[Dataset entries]
────

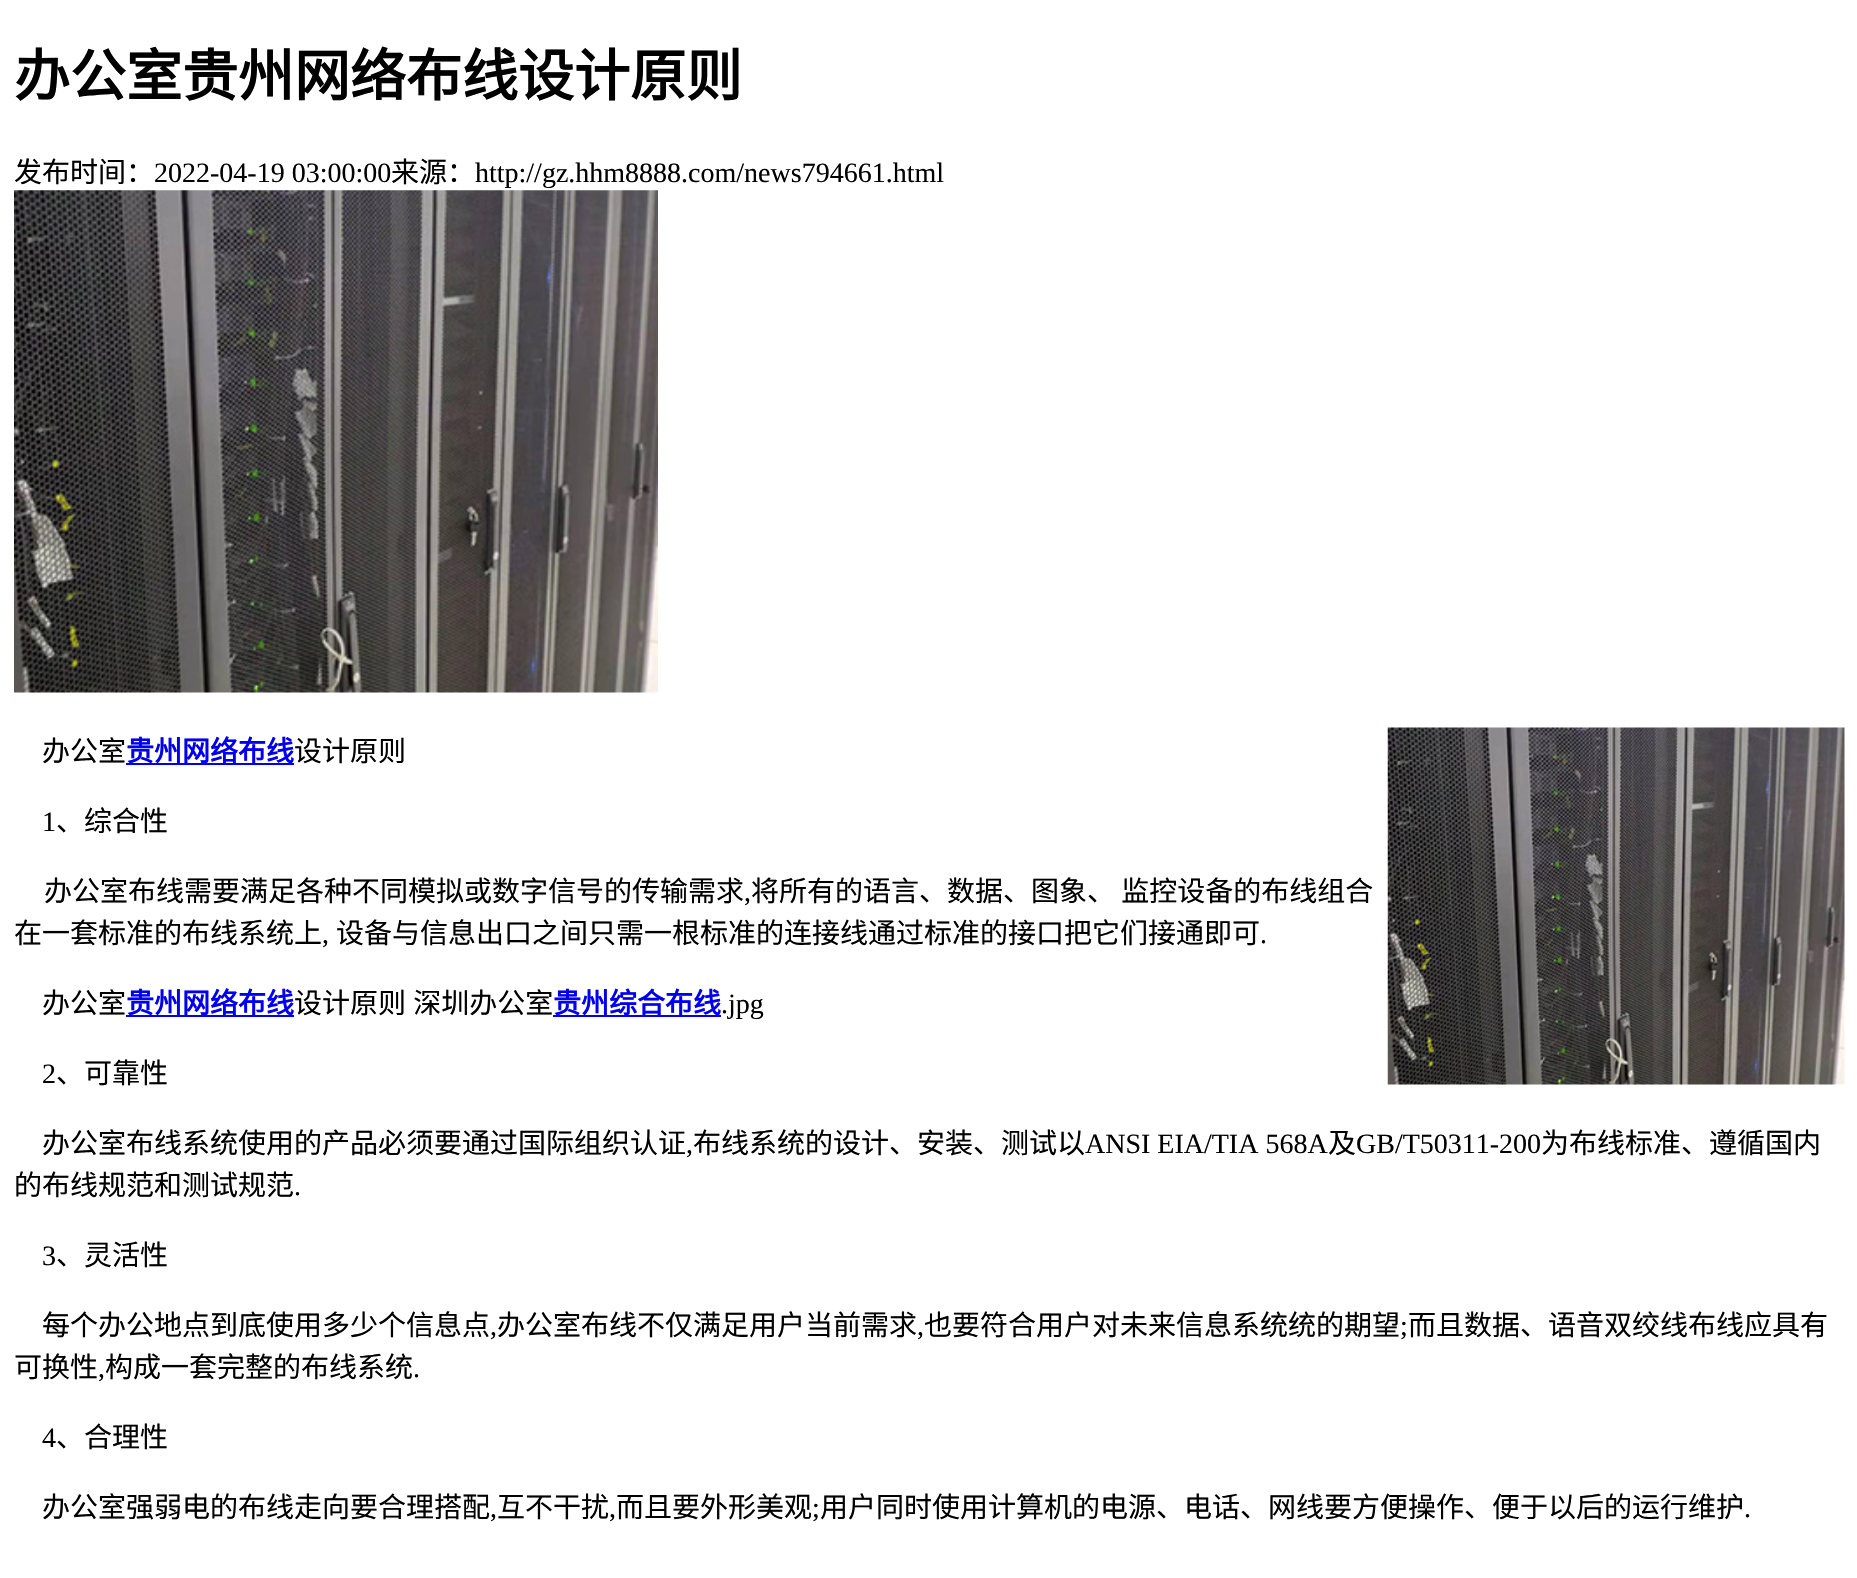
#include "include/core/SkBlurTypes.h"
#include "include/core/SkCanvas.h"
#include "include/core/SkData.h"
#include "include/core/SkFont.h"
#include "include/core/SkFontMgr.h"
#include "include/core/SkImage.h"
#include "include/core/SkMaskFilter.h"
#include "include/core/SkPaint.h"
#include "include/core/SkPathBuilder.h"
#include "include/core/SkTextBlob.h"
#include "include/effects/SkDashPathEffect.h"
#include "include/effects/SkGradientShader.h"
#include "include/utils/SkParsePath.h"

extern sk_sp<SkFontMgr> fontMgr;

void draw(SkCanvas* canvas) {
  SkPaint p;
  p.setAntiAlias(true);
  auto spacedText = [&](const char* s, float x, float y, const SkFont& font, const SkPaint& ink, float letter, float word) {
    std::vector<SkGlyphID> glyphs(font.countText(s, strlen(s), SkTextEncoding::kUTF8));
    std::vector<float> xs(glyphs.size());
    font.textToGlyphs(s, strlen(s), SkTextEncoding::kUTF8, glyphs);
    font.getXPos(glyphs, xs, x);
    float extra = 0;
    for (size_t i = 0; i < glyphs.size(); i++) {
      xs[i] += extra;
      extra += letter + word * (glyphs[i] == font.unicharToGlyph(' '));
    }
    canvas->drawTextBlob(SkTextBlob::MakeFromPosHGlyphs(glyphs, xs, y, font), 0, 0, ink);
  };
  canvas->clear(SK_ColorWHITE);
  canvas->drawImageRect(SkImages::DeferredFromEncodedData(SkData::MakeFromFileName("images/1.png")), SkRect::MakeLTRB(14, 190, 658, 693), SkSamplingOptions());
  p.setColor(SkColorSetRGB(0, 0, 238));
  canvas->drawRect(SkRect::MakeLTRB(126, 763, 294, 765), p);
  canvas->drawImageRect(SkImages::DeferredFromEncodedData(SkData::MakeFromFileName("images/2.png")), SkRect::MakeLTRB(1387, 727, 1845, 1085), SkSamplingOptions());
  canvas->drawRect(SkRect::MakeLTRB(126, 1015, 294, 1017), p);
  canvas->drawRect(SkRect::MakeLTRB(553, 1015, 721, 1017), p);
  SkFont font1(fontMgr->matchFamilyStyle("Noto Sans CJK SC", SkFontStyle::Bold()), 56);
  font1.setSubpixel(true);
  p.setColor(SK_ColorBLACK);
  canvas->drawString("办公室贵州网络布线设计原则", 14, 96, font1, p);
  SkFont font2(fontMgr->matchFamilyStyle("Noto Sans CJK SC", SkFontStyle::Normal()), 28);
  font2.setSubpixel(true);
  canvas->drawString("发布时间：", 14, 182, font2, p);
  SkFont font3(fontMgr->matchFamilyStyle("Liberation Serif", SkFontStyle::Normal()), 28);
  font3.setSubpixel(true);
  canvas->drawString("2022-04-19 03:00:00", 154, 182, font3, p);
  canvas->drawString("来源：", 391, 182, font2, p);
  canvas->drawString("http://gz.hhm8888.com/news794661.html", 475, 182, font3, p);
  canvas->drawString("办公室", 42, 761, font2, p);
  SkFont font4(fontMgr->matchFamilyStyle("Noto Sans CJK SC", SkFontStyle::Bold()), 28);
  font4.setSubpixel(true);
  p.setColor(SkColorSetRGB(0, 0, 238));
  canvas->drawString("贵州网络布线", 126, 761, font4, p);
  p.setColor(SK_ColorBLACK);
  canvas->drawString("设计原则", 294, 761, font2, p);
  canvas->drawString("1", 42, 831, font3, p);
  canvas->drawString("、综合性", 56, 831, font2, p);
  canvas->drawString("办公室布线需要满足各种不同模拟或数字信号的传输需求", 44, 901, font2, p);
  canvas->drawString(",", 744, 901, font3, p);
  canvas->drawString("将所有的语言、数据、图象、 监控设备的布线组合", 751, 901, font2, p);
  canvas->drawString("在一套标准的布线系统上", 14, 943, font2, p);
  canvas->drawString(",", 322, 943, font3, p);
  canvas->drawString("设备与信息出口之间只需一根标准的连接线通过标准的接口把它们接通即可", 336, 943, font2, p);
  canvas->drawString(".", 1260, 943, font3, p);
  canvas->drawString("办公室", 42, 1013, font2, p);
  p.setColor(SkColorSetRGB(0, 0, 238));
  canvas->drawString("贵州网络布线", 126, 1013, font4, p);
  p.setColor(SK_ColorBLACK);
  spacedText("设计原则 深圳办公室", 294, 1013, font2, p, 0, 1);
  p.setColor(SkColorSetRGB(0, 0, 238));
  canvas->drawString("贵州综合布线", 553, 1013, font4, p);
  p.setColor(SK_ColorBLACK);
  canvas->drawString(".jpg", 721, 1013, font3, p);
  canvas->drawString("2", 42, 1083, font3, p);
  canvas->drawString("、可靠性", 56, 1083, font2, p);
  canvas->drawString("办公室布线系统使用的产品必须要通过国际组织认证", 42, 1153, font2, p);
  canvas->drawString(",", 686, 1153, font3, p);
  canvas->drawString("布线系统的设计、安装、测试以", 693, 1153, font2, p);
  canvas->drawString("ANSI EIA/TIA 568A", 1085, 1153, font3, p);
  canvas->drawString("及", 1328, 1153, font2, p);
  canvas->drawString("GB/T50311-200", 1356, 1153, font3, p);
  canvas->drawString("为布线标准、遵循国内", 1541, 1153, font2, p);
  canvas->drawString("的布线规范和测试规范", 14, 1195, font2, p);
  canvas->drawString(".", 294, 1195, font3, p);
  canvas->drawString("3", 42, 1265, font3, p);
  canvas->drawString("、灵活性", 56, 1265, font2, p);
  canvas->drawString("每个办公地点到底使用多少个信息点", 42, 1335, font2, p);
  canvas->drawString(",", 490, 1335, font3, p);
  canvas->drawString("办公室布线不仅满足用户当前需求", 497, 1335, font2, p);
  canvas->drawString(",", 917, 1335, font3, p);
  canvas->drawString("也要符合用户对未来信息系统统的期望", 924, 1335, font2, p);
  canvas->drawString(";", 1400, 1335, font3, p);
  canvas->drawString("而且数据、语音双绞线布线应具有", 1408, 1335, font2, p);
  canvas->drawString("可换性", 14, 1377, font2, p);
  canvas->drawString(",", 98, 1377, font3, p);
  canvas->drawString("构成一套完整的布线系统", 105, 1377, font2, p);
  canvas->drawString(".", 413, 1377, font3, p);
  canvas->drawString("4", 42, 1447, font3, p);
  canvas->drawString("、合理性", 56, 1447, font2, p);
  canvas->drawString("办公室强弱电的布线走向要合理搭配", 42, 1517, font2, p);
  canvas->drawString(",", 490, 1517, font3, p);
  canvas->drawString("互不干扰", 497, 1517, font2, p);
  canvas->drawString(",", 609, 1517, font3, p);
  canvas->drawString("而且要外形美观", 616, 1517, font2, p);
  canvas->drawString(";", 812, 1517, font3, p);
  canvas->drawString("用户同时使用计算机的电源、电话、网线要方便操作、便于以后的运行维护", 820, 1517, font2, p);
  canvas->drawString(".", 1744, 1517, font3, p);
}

────

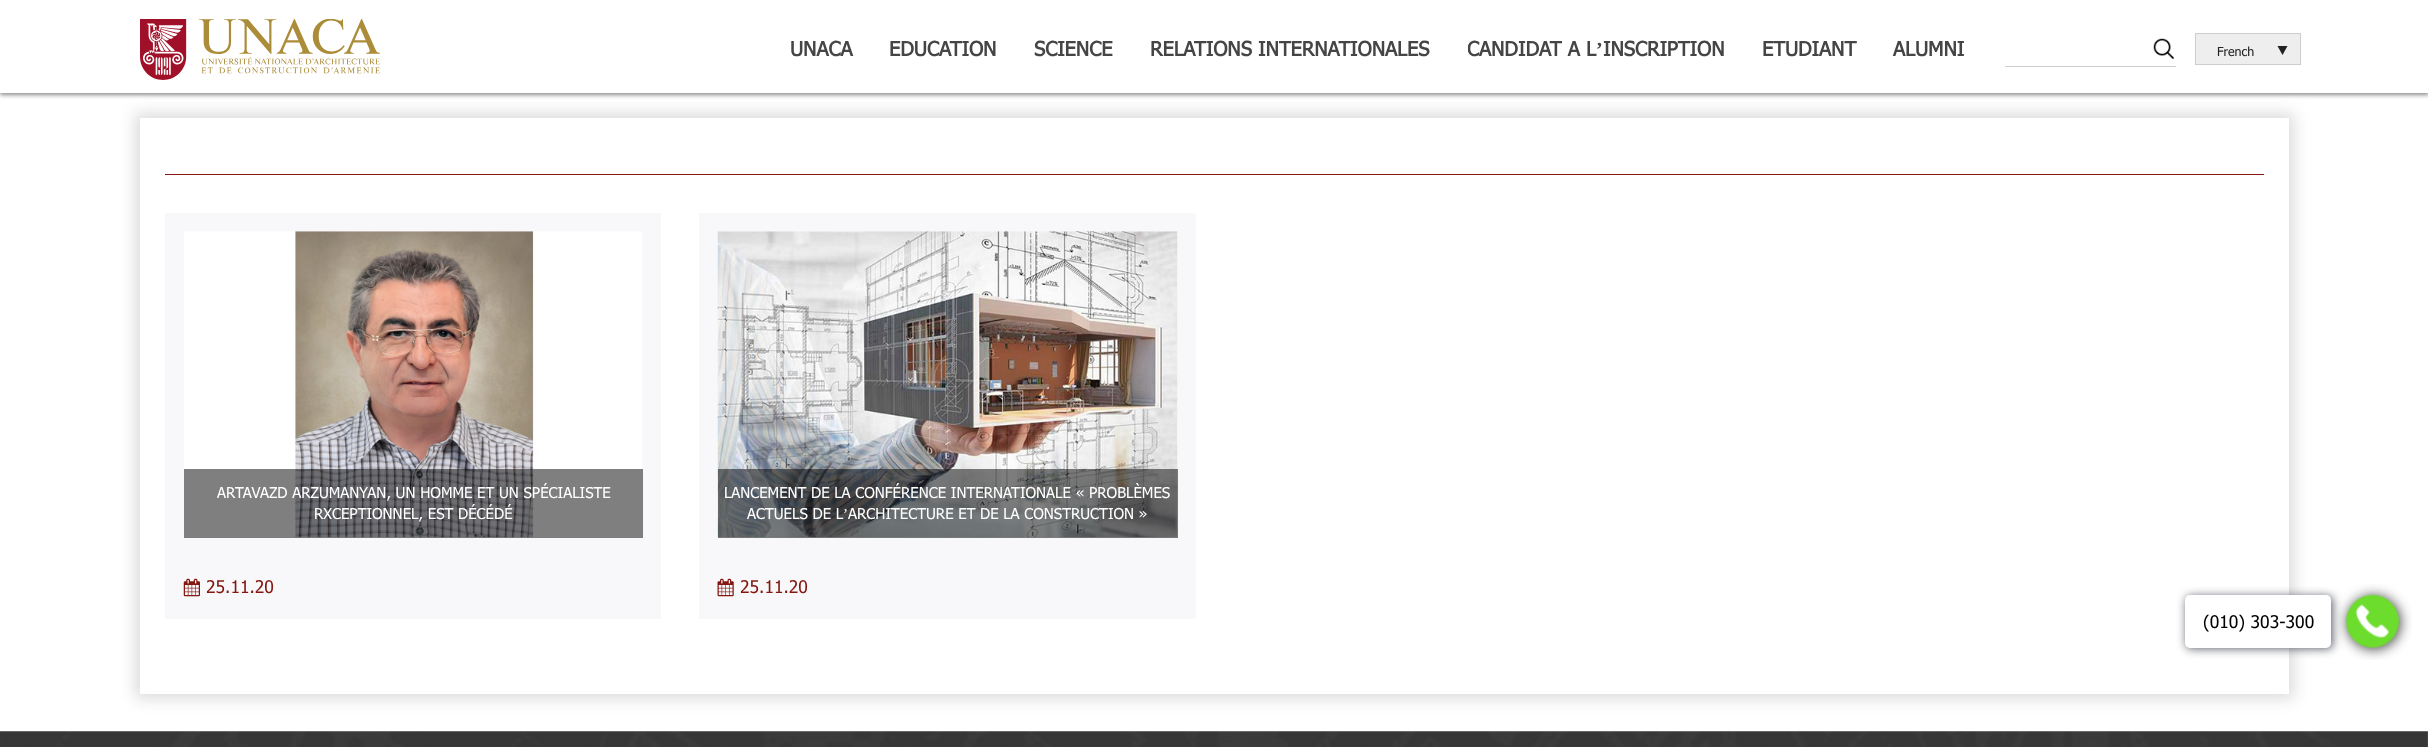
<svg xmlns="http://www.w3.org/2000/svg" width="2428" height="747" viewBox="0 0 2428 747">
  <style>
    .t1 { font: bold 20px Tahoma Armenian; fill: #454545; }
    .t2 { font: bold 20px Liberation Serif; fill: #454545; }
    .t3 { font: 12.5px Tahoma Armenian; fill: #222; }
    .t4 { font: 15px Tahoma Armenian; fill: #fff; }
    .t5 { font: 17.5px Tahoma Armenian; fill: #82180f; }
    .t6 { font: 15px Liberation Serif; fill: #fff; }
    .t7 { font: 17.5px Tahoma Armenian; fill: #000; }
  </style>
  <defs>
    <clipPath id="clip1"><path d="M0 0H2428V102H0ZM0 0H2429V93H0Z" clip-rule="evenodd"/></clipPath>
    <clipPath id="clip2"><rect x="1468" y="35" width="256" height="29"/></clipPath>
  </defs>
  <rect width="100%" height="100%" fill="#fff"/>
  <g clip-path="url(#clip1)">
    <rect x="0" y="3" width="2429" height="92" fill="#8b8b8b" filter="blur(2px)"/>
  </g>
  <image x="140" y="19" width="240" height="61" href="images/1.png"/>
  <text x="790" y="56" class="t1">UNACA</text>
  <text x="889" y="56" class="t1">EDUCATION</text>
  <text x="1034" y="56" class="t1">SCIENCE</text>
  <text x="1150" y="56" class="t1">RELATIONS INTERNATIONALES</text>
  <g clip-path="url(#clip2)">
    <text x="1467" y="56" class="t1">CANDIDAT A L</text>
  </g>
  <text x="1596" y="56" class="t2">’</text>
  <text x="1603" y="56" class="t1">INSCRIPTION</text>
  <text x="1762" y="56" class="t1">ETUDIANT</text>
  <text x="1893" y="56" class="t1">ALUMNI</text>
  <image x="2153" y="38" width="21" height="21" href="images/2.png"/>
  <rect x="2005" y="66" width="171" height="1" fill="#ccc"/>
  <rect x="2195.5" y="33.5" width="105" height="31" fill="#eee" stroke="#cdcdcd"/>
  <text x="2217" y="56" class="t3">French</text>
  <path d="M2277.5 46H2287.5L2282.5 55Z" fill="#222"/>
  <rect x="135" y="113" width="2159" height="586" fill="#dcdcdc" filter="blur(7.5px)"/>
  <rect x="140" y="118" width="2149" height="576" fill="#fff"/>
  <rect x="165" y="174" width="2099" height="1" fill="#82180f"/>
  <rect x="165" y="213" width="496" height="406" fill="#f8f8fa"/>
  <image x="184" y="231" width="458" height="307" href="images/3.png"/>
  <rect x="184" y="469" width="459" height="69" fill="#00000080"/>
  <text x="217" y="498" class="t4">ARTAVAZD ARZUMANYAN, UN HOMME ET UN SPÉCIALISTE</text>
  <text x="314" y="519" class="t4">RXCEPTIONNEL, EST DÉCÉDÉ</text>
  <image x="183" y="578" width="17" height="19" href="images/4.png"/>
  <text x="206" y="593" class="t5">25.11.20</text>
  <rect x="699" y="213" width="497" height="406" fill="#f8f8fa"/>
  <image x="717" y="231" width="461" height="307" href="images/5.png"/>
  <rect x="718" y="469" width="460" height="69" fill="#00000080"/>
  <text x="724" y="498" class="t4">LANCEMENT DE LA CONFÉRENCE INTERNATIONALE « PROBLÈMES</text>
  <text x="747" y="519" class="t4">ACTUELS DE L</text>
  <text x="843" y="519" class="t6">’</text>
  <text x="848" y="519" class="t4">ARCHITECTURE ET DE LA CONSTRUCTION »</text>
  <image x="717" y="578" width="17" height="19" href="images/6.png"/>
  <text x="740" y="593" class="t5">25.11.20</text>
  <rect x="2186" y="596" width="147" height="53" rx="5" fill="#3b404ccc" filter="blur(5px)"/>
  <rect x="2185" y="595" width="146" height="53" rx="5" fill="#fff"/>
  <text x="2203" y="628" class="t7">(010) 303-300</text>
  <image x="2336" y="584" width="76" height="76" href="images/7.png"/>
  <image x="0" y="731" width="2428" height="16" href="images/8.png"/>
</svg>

────

When a line among the entries above contains "extra", copy it.

    float extra = 0;
      xs[i] += extra;
      extra += letter + word * (glyphs[i] == font.unicharToGlyph(' '));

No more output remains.